To call it an insult is a snotty, aristocratic scorn of an innate status. Jerk-values contrary to Yahweh. You don't really believe that.
Yes, I don't really believe it is snotty. We have got over that.
There is nothing particularly clear about 2 Pt 3:8. Atemporality is standard incomprehensible Christian jargon.
From the fact that you don't understand it does not follow it is incomprehensible. I do understand it (with some involuntary help from Mr. Einstein).
No, a logical conclusion from the notion of creator. Remember that the Creator is to our universe as an author is to the universe he »created« for his novel. An author can write a chapter where he himself acts as one figure of his novel. He can freely chose chapter, time, place, circumstance -
because He is the author. What you say about God is like: No, an author cannot do it, because he does not live in the world of his novel, but in the real world. Totally illogical.
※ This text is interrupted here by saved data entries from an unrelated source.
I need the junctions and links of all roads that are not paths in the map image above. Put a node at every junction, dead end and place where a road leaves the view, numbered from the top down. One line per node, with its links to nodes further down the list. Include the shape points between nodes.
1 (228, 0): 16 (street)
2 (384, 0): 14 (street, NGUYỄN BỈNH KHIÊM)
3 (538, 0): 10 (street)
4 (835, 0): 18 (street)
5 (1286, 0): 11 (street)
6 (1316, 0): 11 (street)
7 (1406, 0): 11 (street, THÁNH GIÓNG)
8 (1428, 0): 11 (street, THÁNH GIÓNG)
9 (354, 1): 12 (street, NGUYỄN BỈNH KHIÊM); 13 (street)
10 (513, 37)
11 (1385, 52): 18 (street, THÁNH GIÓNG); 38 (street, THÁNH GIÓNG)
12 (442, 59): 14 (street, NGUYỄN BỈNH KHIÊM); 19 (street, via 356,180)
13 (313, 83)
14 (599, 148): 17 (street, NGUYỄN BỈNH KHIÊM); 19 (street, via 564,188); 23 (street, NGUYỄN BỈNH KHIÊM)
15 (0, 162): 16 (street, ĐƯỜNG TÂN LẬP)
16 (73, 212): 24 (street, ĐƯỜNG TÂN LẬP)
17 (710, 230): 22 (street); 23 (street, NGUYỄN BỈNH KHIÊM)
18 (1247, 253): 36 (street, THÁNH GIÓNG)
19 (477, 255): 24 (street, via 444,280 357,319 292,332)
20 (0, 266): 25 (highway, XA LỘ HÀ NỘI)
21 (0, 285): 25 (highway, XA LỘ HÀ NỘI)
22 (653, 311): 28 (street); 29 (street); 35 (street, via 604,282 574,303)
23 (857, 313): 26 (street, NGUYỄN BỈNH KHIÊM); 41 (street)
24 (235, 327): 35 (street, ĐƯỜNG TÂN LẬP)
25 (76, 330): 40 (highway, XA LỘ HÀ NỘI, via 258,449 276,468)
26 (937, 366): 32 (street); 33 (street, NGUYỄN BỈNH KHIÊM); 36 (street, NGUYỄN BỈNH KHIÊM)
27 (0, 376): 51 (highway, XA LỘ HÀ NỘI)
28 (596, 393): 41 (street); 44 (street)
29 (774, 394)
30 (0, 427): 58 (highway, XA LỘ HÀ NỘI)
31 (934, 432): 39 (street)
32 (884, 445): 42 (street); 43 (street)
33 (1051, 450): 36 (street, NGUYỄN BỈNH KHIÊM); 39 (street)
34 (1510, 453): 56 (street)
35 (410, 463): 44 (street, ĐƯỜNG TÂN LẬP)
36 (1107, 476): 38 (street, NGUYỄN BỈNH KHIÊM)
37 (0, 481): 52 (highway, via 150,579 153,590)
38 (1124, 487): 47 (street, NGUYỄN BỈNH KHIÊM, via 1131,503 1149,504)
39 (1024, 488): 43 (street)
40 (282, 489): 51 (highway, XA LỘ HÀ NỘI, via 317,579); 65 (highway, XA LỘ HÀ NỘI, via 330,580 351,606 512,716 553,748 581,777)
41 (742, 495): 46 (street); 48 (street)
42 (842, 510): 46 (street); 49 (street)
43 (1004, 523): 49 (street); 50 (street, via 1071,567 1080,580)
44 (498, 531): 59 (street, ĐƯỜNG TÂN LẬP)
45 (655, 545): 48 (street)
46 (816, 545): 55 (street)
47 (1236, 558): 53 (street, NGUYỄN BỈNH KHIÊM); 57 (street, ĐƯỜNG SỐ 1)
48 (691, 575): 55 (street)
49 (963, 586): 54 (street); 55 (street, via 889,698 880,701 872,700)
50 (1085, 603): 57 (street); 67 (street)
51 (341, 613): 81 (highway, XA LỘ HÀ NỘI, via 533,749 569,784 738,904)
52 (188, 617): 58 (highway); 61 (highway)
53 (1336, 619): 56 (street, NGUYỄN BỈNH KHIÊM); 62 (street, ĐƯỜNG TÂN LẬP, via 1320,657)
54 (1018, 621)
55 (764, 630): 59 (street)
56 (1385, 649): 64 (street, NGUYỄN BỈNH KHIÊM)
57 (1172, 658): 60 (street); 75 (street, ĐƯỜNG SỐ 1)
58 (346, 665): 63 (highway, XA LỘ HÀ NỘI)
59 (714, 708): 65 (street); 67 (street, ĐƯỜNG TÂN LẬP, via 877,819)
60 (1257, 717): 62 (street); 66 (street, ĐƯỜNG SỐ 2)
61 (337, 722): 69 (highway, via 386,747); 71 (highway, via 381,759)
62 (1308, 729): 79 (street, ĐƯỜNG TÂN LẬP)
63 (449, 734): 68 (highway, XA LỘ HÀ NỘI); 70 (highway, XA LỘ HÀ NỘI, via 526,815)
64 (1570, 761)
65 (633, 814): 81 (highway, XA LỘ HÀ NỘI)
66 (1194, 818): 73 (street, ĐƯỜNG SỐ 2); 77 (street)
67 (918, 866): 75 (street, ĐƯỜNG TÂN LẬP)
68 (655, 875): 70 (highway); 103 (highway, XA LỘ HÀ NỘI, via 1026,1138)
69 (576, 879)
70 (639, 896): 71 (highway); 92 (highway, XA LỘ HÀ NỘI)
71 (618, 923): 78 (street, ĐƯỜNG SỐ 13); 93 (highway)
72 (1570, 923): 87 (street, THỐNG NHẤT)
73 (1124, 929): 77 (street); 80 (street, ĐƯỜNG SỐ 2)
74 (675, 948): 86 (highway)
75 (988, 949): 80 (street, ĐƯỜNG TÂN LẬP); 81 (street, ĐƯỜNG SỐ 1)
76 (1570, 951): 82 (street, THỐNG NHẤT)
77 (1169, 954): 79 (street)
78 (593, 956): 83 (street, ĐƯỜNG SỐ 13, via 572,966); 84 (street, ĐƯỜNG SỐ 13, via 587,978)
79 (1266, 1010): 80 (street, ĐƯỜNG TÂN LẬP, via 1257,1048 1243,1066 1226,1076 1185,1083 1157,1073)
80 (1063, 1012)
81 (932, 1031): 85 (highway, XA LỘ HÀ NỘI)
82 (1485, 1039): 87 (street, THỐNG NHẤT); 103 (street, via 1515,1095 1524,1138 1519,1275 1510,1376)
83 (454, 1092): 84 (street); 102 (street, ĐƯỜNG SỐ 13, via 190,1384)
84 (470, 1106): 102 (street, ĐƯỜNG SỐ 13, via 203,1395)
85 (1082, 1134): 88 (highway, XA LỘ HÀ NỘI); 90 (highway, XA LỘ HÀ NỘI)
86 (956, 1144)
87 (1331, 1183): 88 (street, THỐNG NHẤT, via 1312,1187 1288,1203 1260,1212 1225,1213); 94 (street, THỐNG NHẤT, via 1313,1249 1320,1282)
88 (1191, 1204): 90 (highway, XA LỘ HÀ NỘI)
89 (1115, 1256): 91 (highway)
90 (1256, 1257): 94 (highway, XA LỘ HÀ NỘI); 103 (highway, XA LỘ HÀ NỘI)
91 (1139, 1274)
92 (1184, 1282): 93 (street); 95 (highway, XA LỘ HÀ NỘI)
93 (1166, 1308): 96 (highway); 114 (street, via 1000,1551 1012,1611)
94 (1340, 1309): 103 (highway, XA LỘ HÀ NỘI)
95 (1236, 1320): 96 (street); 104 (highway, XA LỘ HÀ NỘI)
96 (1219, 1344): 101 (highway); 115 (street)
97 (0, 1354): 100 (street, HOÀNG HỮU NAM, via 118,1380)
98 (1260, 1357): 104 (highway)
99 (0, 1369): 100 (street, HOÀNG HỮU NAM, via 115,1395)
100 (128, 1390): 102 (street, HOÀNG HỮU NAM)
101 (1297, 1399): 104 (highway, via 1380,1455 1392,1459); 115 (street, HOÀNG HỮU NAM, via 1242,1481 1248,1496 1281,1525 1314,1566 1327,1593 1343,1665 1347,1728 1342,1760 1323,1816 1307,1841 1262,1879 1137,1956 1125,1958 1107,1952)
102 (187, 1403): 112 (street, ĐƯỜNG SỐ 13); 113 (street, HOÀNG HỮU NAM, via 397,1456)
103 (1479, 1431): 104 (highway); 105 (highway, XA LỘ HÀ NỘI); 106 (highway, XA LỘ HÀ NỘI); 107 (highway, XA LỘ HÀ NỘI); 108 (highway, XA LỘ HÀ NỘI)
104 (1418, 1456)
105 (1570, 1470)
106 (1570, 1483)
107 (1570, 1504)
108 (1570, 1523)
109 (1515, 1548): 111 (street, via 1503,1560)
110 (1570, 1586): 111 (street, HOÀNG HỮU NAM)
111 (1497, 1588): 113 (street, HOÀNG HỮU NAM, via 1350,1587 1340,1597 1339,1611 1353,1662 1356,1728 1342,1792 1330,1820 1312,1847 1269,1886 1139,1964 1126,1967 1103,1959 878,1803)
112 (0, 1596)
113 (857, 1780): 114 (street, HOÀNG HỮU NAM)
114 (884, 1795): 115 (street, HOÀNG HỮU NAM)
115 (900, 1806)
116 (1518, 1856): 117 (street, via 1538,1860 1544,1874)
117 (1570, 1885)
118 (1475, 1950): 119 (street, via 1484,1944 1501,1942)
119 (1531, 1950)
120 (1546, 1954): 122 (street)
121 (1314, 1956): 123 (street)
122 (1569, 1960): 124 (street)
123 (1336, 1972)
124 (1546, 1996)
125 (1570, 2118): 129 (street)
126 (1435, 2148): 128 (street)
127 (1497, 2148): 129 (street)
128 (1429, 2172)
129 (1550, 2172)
Stop dishonestly commenting on views you are not aware of and don't understand. Lookup the monistic materialist Tertullian. Show me where he believed what you say.
Tertullian had no access to modern science, so he surely would have difficulties to understand what I said. More than three dimensions? Time being a dimension comparable to space? No real empty space (or in other words: Without matter, no space)?
I'm no expert on Tertullian, but frankly: I can't believe that he subscribed to Democritus' "only atoms and empty space" materialism.
Incorrect. That's like saying divine Fire is in all respects the same as natural fire. The truth is that the biblical authors merely needed to find enough similarities to feel justified in calling it "Fire". Such as these:
....it radiates physical Light (Ex 13:21).
....it consumes sacrifices (1 Ki 18:38)
...it has tongues of Flame (Acts 2:3).
Or like saying the divine Dove descending on Christ had to be exactly the same as a natural dove. Just not true.
Of course there are similarities. You seemed to say that these were not only similarities, but that there is no real difference. I objected to this.
I've responded to these statement probably 50 times now.
Remember that I did not read every posting from you (I don't take the time to do it when I'm flooded by too many postings). I cannot remember that you said anything that was a real argument against these statements. May be one or two points here and there.
For the millionth time, how is shame not suffering?
So is education.

You cannot reduce shame to suffering, especially not in a frame work of a culture comparable to the ancient cultures the Bible was written in. An ancient might even respond: »How is suffering not shame?«. It is (to a great deal) the influence of the biblical message that helped to change such an attitude (BTW: urbanization was another factor).
I recommend Jayson Georges:
The 3D Gospel which focuses of the different aspects of the biblical message and how they are important (or unimportant) in different types of cultures. I read the German translation.
How is that a rebuttal of my merit/suffering thesis?
It was a rebuttal of your putting words in my mouth or concepts in my mind.
To put it in another way: Your accusing me was ill-founded.
Don't put stupid words in my mouth.
I showed you the consequences of your words. Now you yourself call it stupid what you (implicitly) said.
Really? You said »An angel could have atoned for us as well«, but »So the father could have replaced the son by an angel dying on the cross« is a non-sequitur? Explain why.
I gave examples in both directions. I praise my dad for any labor/suffering he did for the family. He praises me for the same.
And a person that had a happy father has no reason to praise him? It is not only whether suffering is reason to praise (to a major degree it was the Bible that gave raise to this concept), you always argue that there is no other reason - and this is the point I reject.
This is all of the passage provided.